#### [Task requirements]
For this exercise, print the listing below exactly, without its pictures.

-*-*-

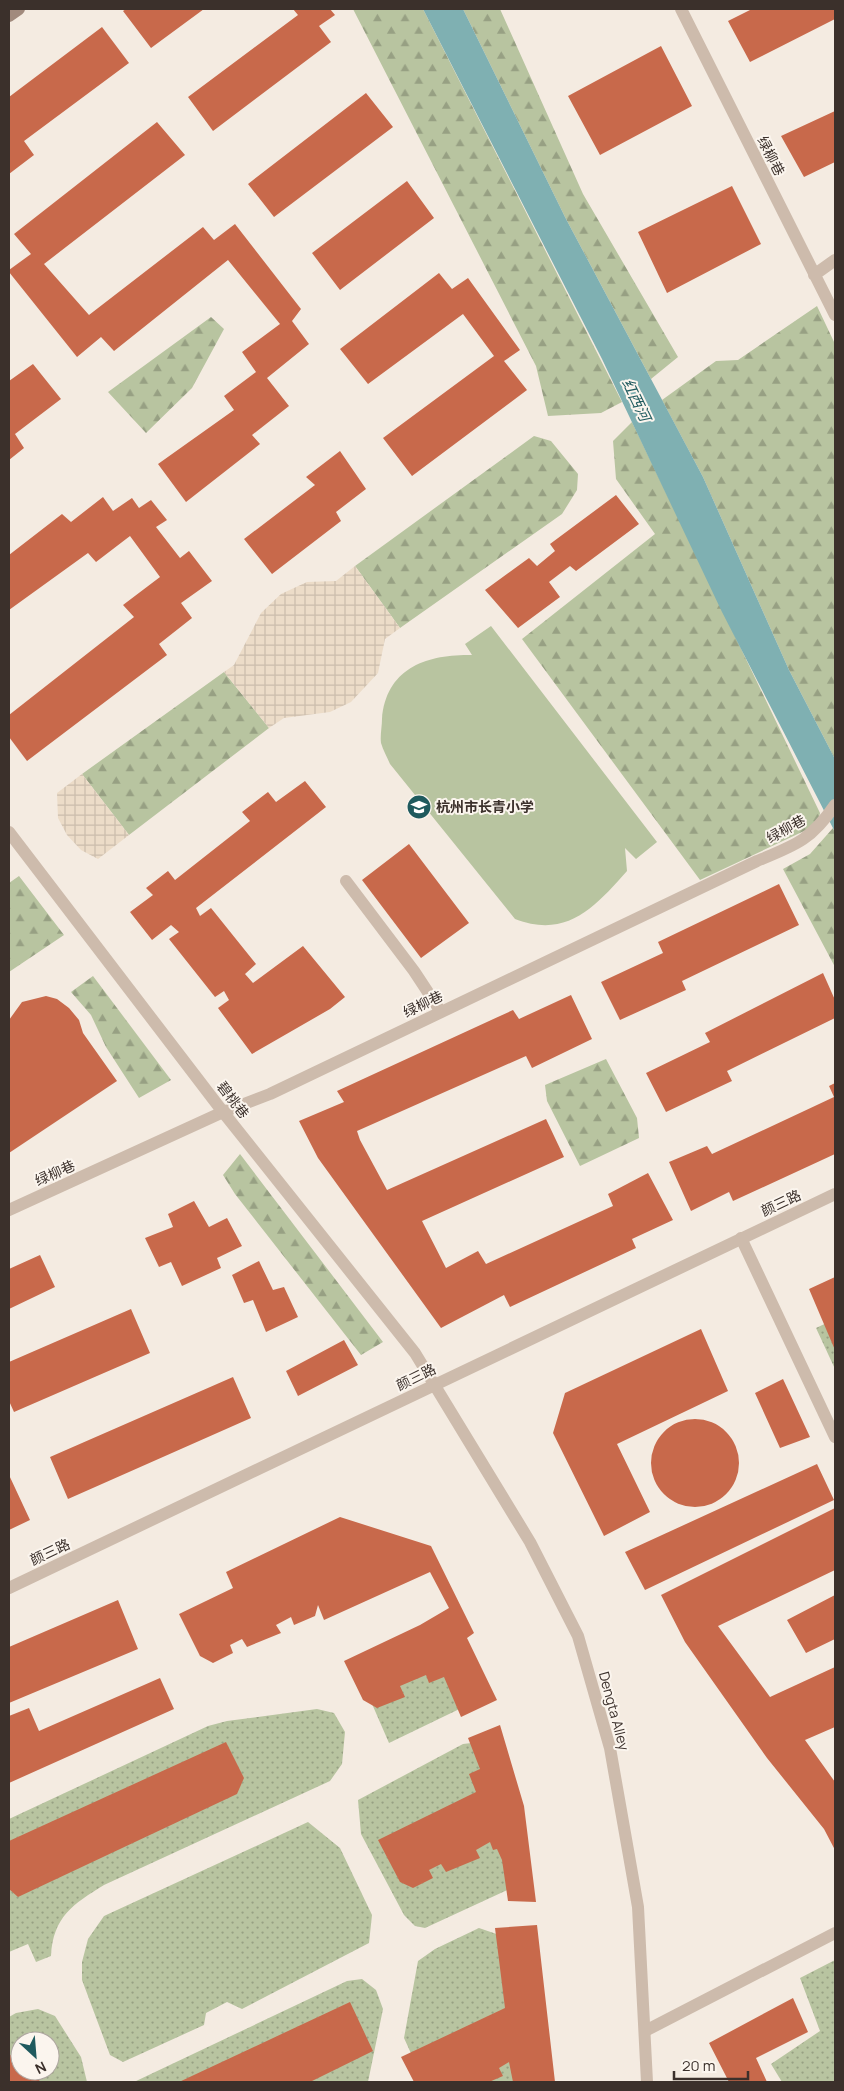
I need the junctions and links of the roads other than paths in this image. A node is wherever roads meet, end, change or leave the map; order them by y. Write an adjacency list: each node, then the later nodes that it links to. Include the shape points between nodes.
1 (19, 9): 3 (main road)
2 (681, 9): 5 (street, 绿柳巷)
3 (9, 16)
4 (835, 260): 5 (street)
5 (814, 275): 6 (street, 绿柳巷)
6 (835, 315)
7 (835, 805): 10 (street, 绿柳巷, via 809,837)
8 (9, 832): 11 (street, 碧桃巷)
9 (346, 881): 10 (street, via 414,970)
10 (441, 1012): 11 (street, 绿柳巷, via 270,1094)
11 (223, 1112): 13 (street, 绿柳巷); 15 (street, 碧桃巷, via 415,1353)
12 (835, 1194): 14 (street, 颜三路)
13 (9, 1210)
14 (741, 1238): 15 (street, 颜三路); 16 (street)
15 (435, 1385): 17 (street, 颜三路); 19 (street, Dengta Alley, via 530,1542 578,1636 610,1748 638,1906)
16 (835, 1437)
17 (9, 1588)
18 (835, 1933): 19 (street)
19 (645, 2031): 20 (street, Dengta Alley)
20 (648, 2082)

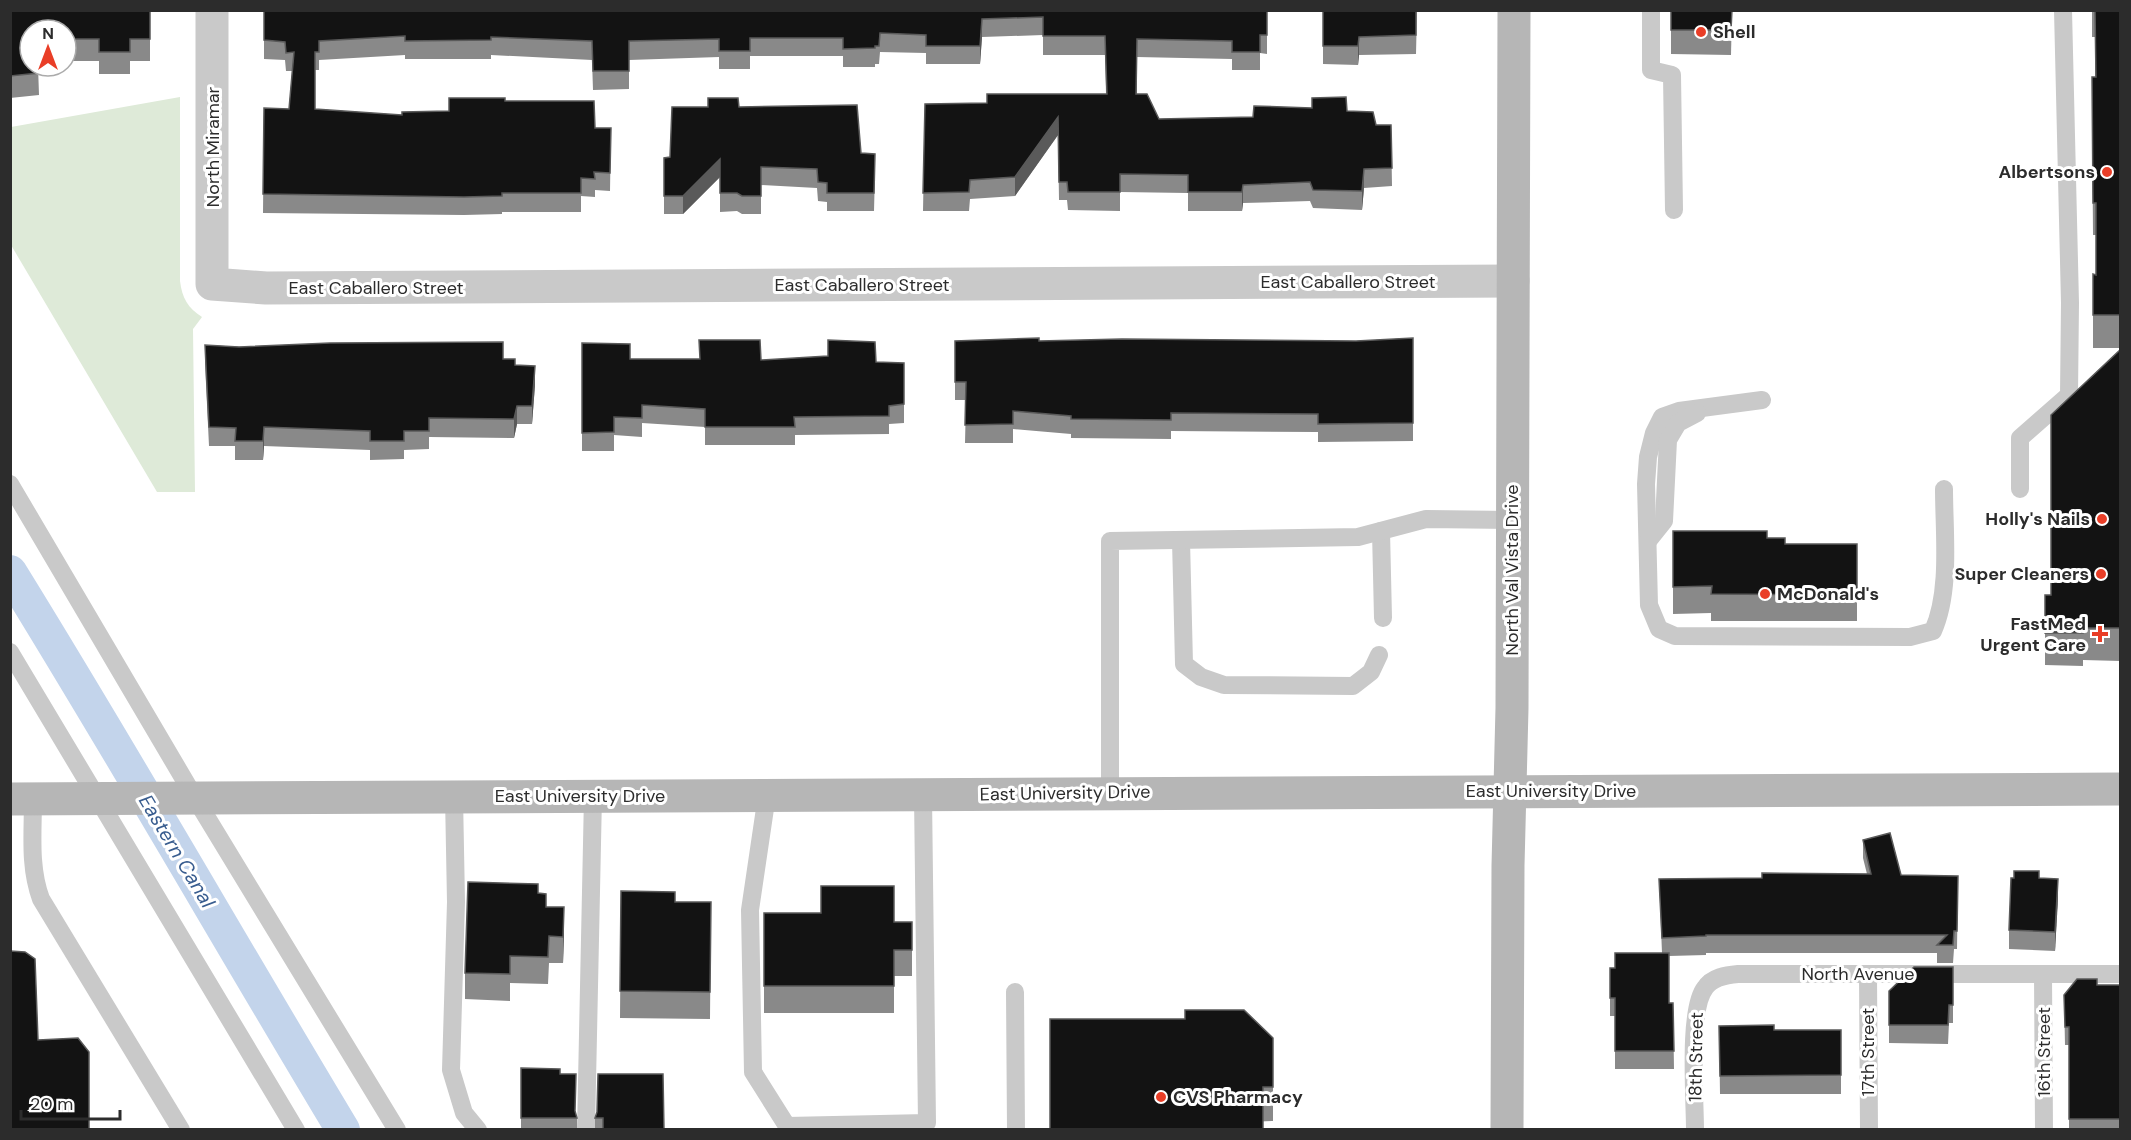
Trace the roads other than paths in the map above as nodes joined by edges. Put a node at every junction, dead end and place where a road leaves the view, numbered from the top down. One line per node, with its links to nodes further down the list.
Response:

-*-*-

#### [Task answer]
I need the junctions and links of the roads other than paths in this image. A node is wherever roads meet, end, change or leave the map; order them by y. Write an adjacency list: each node, then the later nodes that it links to. Include the shape points between nodes.
1 (19, 9): 3 (main road)
2 (681, 9): 5 (street, 绿柳巷)
3 (9, 16)
4 (835, 260): 5 (street)
5 (814, 275): 6 (street, 绿柳巷)
6 (835, 315)
7 (835, 805): 10 (street, 绿柳巷, via 809,837)
8 (9, 832): 11 (street, 碧桃巷)
9 (346, 881): 10 (street, via 414,970)
10 (441, 1012): 11 (street, 绿柳巷, via 270,1094)
11 (223, 1112): 13 (street, 绿柳巷); 15 (street, 碧桃巷, via 415,1353)
12 (835, 1194): 14 (street, 颜三路)
13 (9, 1210)
14 (741, 1238): 15 (street, 颜三路); 16 (street)
15 (435, 1385): 17 (street, 颜三路); 19 (street, Dengta Alley, via 530,1542 578,1636 610,1748 638,1906)
16 (835, 1437)
17 (9, 1588)
18 (835, 1933): 19 (street)
19 (645, 2031): 20 (street, Dengta Alley)
20 (648, 2082)

Trace the roads other than paths in the map above as nodes joined by edges. Put a node at every junction, dead end and place where a road leaves the view, numbered from the top down. One line per node, with its links to nodes further down the list.
Response:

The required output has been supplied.